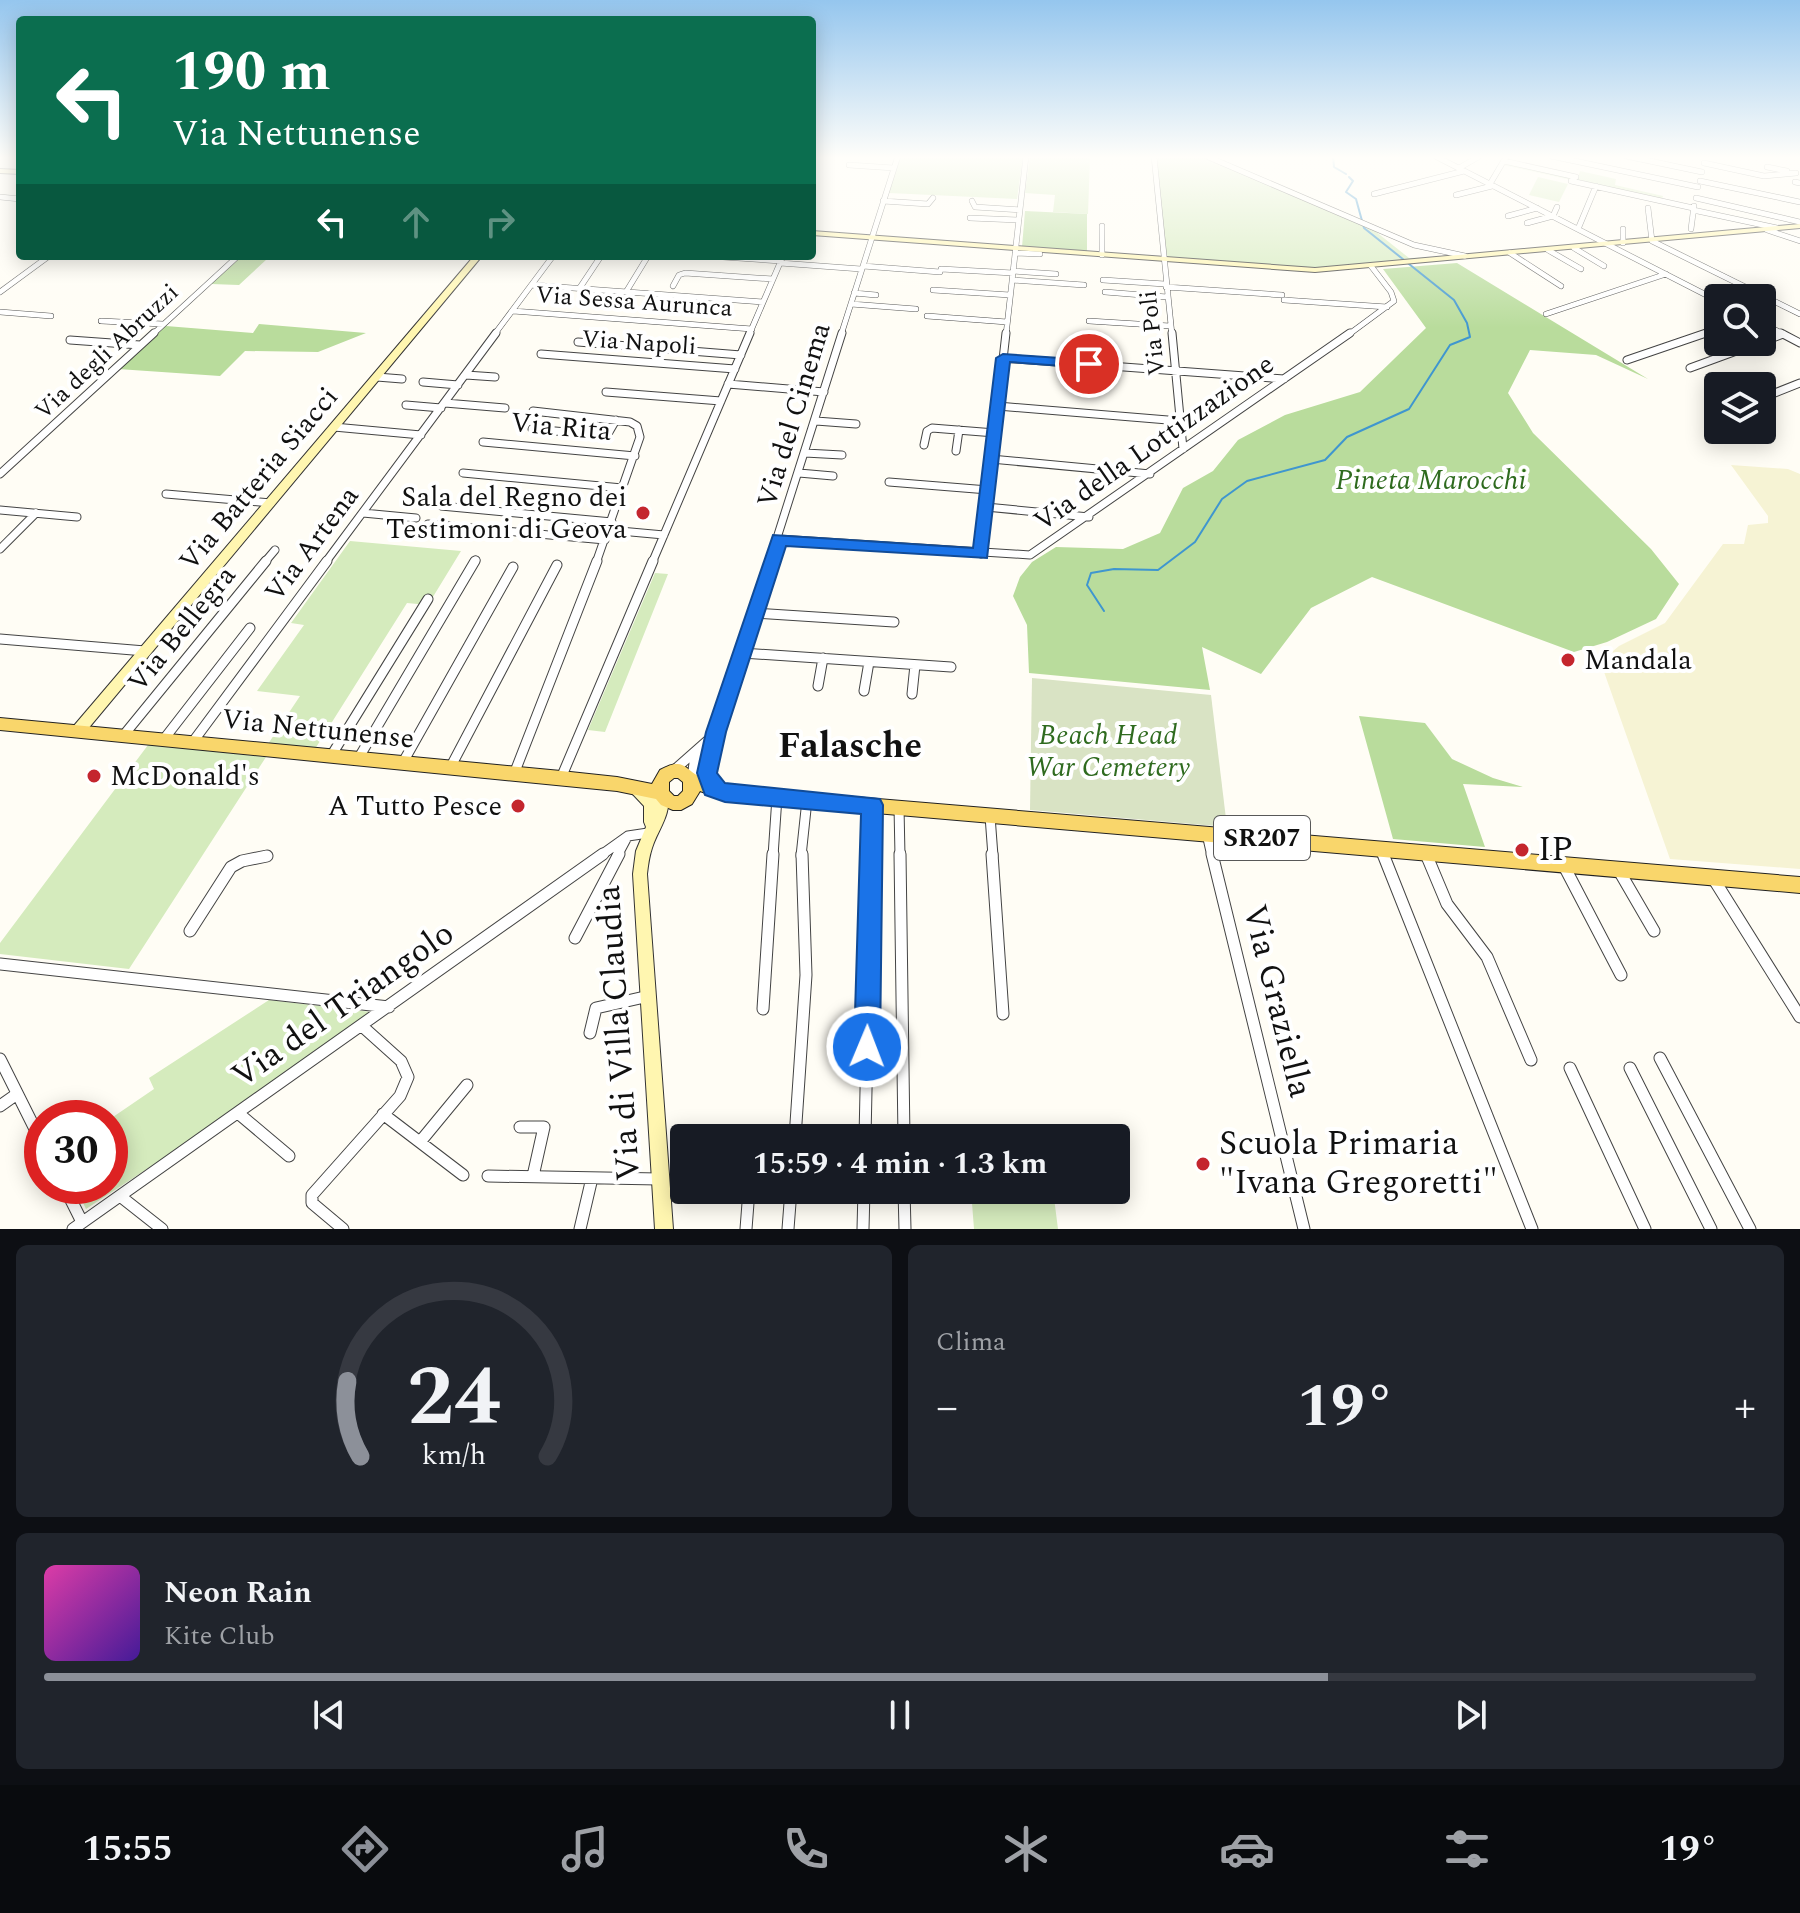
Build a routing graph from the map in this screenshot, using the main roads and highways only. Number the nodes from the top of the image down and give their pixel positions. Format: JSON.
{"nodes":[{"id":1,"x":0,"y":724,"type":"edge"},
{"id":2,"x":669,"y":774,"type":"junction"},
{"id":3,"x":693,"y":780,"type":"junction"},
{"id":4,"x":624,"y":786,"type":"junction"},
{"id":5,"x":719,"y":790,"type":"junction"},
{"id":6,"x":661,"y":796,"type":"junction"},
{"id":7,"x":683,"y":799,"type":"junction"},
{"id":8,"x":1800,"y":885,"type":"edge"}],
"edges":[{"from":1,"to":4,"type":"main road","name":"Via Nettunense","number":"SR207"},
{"from":2,"to":3,"type":"main road","number":"SR207"},
{"from":2,"to":4,"type":"main road","number":"SR207"},
{"from":2,"to":6,"type":"main road"},
{"from":3,"to":5,"type":"main road","number":"SR207"},
{"from":3,"to":7,"type":"main road"},
{"from":4,"to":6,"type":"main road","number":"SR207"},
{"from":5,"to":7,"type":"main road","number":"SR207"},
{"from":5,"to":8,"type":"main road","number":"SR207"},
{"from":6,"to":7,"type":"main road","number":"SR207"}]}
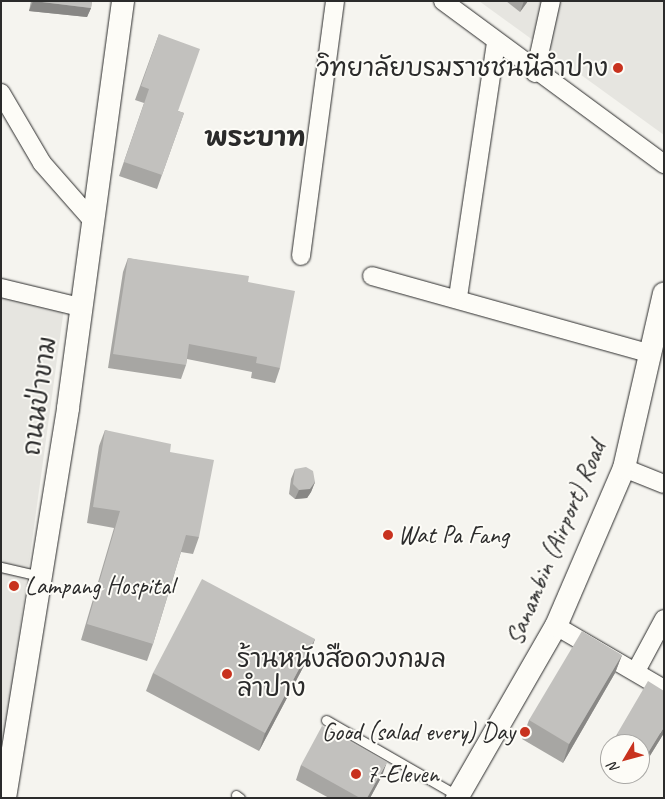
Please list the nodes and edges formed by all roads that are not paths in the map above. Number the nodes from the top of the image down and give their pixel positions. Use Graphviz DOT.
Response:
graph roads {
  1 [pos="123,1"];
  2 [pos="335,1"];
  3 [pos="443,1"];
  4 [pos="551,1"];
  5 [pos="496,43"];
  6 [pos="535,73"];
  7 [pos="1,93"];
  8 [pos="664,164"];
  9 [pos="92,220"];
  10 [pos="301,256"];
  11 [pos="372,276"];
  12 [pos="1,288"];
  13 [pos="664,294"];
  14 [pos="458,298"];
  15 [pos="80,308"];
  16 [pos="650,354"];
  17 [pos="624,468"];
  18 [pos="664,484"];
  19 [pos="1,567"];
  20 [pos="40,576"];
  21 [pos="664,619"];
  22 [pos="556,626"];
  23 [pos="636,671"];
  24 [pos="664,689"];
  25 [pos="326,720"];
  26 [pos="457,797"];
  27 [pos="5,798"];
  1 -- 9 [label="street, ถนนป่าขาม"];
  2 -- 10 [label="street"];
  3 -- 5 [label="street"];
  4 -- 6 [label="street"];
  5 -- 6 [label="street"];
  5 -- 14 [label="street"];
  6 -- 8 [label="street"];
  7 -- 9 [label="street"];
  9 -- 15 [label="street, ถนนป่าขาม"];
  11 -- 14 [label="street"];
  12 -- 15 [label="street"];
  13 -- 16 [label="street, Sanambin (Airport) Road"];
  14 -- 16 [label="street"];
  15 -- 20 [label="street, ถนนป่าขาม"];
  16 -- 17 [label="street, Sanambin (Airport) Road"];
  17 -- 18 [label="street"];
  17 -- 22 [label="street, Sanambin (Airport) Road"];
  19 -- 20 [label="lane"];
  20 -- 27 [label="street, ถนนป่าขาม"];
  21 -- 23 [label="street"];
  22 -- 23 [label="street"];
  22 -- 26 [label="street, Sanambin (Airport) Road"];
  23 -- 24 [label="street"];
  25 -- 26 [label="lane"];
}
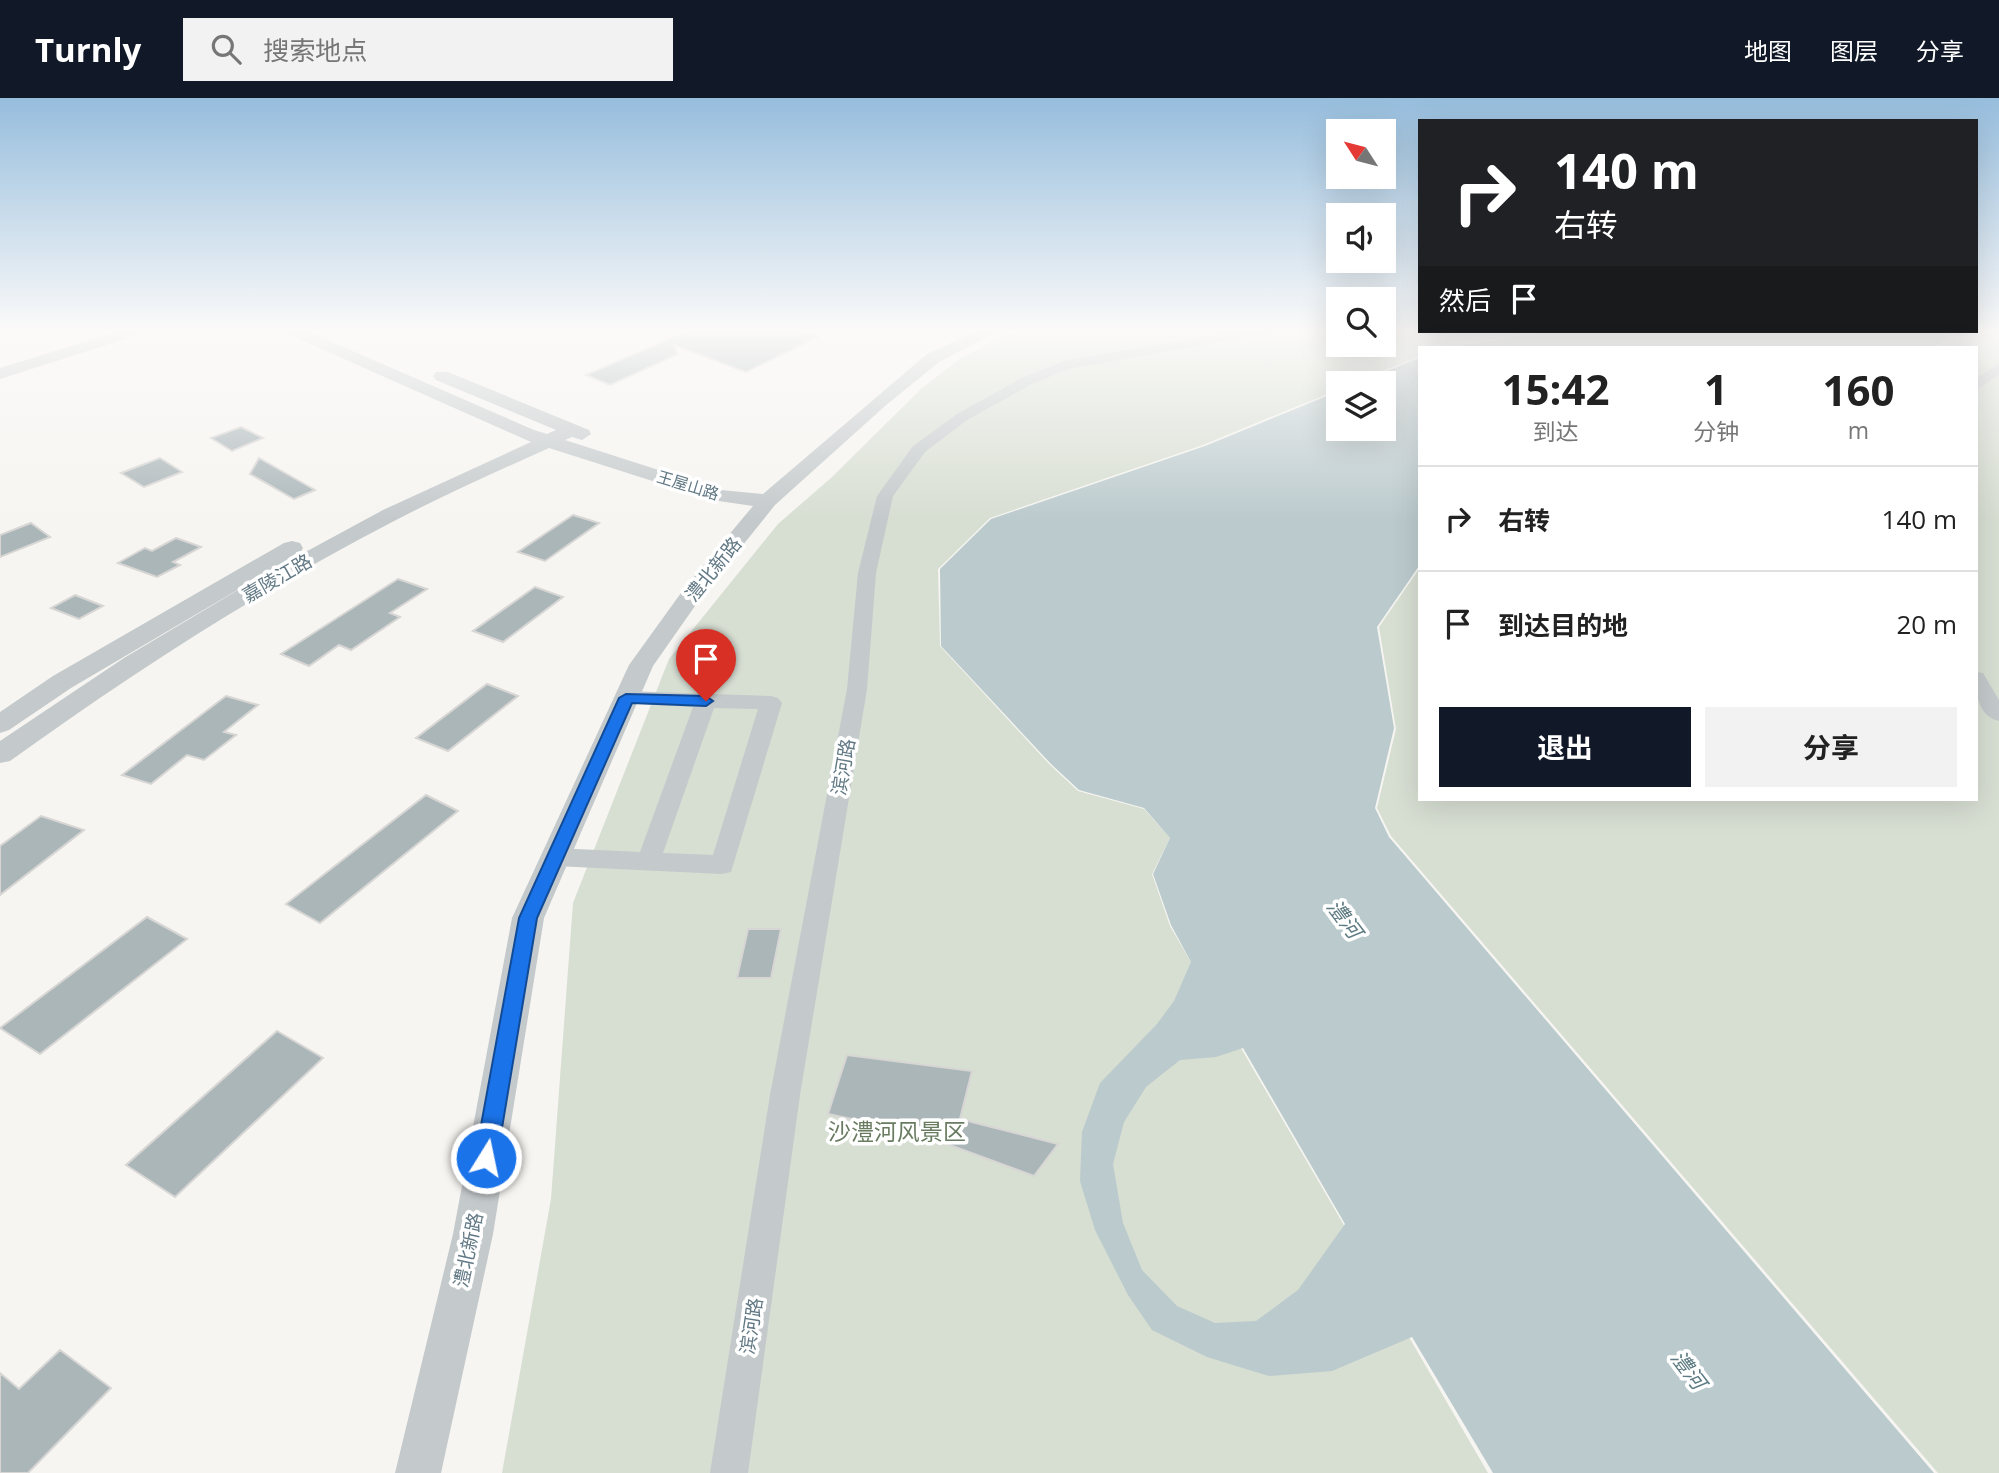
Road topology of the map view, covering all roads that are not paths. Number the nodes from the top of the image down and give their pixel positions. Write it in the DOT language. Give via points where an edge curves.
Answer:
graph roads {
  1 [pos="449,392"];
  2 [pos="471,392"];
  3 [pos="891,392"];
  4 [pos="1010,392"];
  5 [pos="550,432"];
  6 [pos="768,501"];
  7 [pos="1978,684"];
  8 [pos="626,698"];
  9 [pos="706,701"];
  10 [pos="1999,714"];
  11 [pos="0,724"];
  12 [pos="0,754"];
  13 [pos="555,857"];
  14 [pos="648,862"];
  15 [pos="418,1473"];
  16 [pos="729,1473"];
  1 -- 5 [label="street, 王屋山路"];
  2 -- 5 [label="street, 王屋山路"];
  3 -- 6 [label="street, 澧北新路"];
  4 -- 16 [label="street, 滨河路" via="962,416 919,449 885,496 867,573 857,689 785,1095"];
  5 -- 6 [label="street, 王屋山路" via="719,496"];
  5 -- 6 [label="street, 王屋山路" via="736,481"];
  5 -- 11 [label="street, 嘉陵江路" via="341,521 232,580"];
  5 -- 12 [label="street, 嘉陵江路" via="366,527 241,599"];
  6 -- 8 [label="street, 澧北新路" via="694,591 649,654"];
  7 -- 10 [label="street"];
  8 -- 9 [label="street"];
  8 -- 13 [label="street, 澧北新路"];
  9 -- 14 [label="street"];
  9 -- 14 [label="street" via="771,703 722,865"];
  13 -- 14 [label="street"];
  13 -- 15 [label="street, 澧北新路" via="528,918 473,1234"];
}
****************
> **INSTRUCTIONS FOR THE TASK**: Skipping the pictures, output the entries exactly as they appear above.

> **RESPONSE**:
Build a routing graph from the map in this screenshot, using the main roads and highways only. Number the nodes from the top of the image down and give their pixel positions. Format: JSON.
{"nodes":[{"id":1,"x":0,"y":724,"type":"edge"},
{"id":2,"x":669,"y":774,"type":"junction"},
{"id":3,"x":693,"y":780,"type":"junction"},
{"id":4,"x":624,"y":786,"type":"junction"},
{"id":5,"x":719,"y":790,"type":"junction"},
{"id":6,"x":661,"y":796,"type":"junction"},
{"id":7,"x":683,"y":799,"type":"junction"},
{"id":8,"x":1800,"y":885,"type":"edge"}],
"edges":[{"from":1,"to":4,"type":"main road","name":"Via Nettunense","number":"SR207"},
{"from":2,"to":3,"type":"main road","number":"SR207"},
{"from":2,"to":4,"type":"main road","number":"SR207"},
{"from":2,"to":6,"type":"main road"},
{"from":3,"to":5,"type":"main road","number":"SR207"},
{"from":3,"to":7,"type":"main road"},
{"from":4,"to":6,"type":"main road","number":"SR207"},
{"from":5,"to":7,"type":"main road","number":"SR207"},
{"from":5,"to":8,"type":"main road","number":"SR207"},
{"from":6,"to":7,"type":"main road","number":"SR207"}]}
Please list the nodes and edges formed by all roads that are not paths in the map above. Number the nodes from the top of the image down and give their pixel positions. Use Graphviz DOT.
Response:
graph roads {
  1 [pos="123,1"];
  2 [pos="335,1"];
  3 [pos="443,1"];
  4 [pos="551,1"];
  5 [pos="496,43"];
  6 [pos="535,73"];
  7 [pos="1,93"];
  8 [pos="664,164"];
  9 [pos="92,220"];
  10 [pos="301,256"];
  11 [pos="372,276"];
  12 [pos="1,288"];
  13 [pos="664,294"];
  14 [pos="458,298"];
  15 [pos="80,308"];
  16 [pos="650,354"];
  17 [pos="624,468"];
  18 [pos="664,484"];
  19 [pos="1,567"];
  20 [pos="40,576"];
  21 [pos="664,619"];
  22 [pos="556,626"];
  23 [pos="636,671"];
  24 [pos="664,689"];
  25 [pos="326,720"];
  26 [pos="457,797"];
  27 [pos="5,798"];
  1 -- 9 [label="street, ถนนป่าขาม"];
  2 -- 10 [label="street"];
  3 -- 5 [label="street"];
  4 -- 6 [label="street"];
  5 -- 6 [label="street"];
  5 -- 14 [label="street"];
  6 -- 8 [label="street"];
  7 -- 9 [label="street"];
  9 -- 15 [label="street, ถนนป่าขาม"];
  11 -- 14 [label="street"];
  12 -- 15 [label="street"];
  13 -- 16 [label="street, Sanambin (Airport) Road"];
  14 -- 16 [label="street"];
  15 -- 20 [label="street, ถนนป่าขาม"];
  16 -- 17 [label="street, Sanambin (Airport) Road"];
  17 -- 18 [label="street"];
  17 -- 22 [label="street, Sanambin (Airport) Road"];
  19 -- 20 [label="lane"];
  20 -- 27 [label="street, ถนนป่าขาม"];
  21 -- 23 [label="street"];
  22 -- 23 [label="street"];
  22 -- 26 [label="street, Sanambin (Airport) Road"];
  23 -- 24 [label="street"];
  25 -- 26 [label="lane"];
}
Road topology of the map view, covering all roads that are not paths. Number the nodes from the top of the image down and give their pixel positions. Write it in the DOT language. Give via points where an edge curves.
Answer:
graph roads {
  1 [pos="449,392"];
  2 [pos="471,392"];
  3 [pos="891,392"];
  4 [pos="1010,392"];
  5 [pos="550,432"];
  6 [pos="768,501"];
  7 [pos="1978,684"];
  8 [pos="626,698"];
  9 [pos="706,701"];
  10 [pos="1999,714"];
  11 [pos="0,724"];
  12 [pos="0,754"];
  13 [pos="555,857"];
  14 [pos="648,862"];
  15 [pos="418,1473"];
  16 [pos="729,1473"];
  1 -- 5 [label="street, 王屋山路"];
  2 -- 5 [label="street, 王屋山路"];
  3 -- 6 [label="street, 澧北新路"];
  4 -- 16 [label="street, 滨河路" via="962,416 919,449 885,496 867,573 857,689 785,1095"];
  5 -- 6 [label="street, 王屋山路" via="719,496"];
  5 -- 6 [label="street, 王屋山路" via="736,481"];
  5 -- 11 [label="street, 嘉陵江路" via="341,521 232,580"];
  5 -- 12 [label="street, 嘉陵江路" via="366,527 241,599"];
  6 -- 8 [label="street, 澧北新路" via="694,591 649,654"];
  7 -- 10 [label="street"];
  8 -- 9 [label="street"];
  8 -- 13 [label="street, 澧北新路"];
  9 -- 14 [label="street"];
  9 -- 14 [label="street" via="771,703 722,865"];
  13 -- 14 [label="street"];
  13 -- 15 [label="street, 澧北新路" via="528,918 473,1234"];
}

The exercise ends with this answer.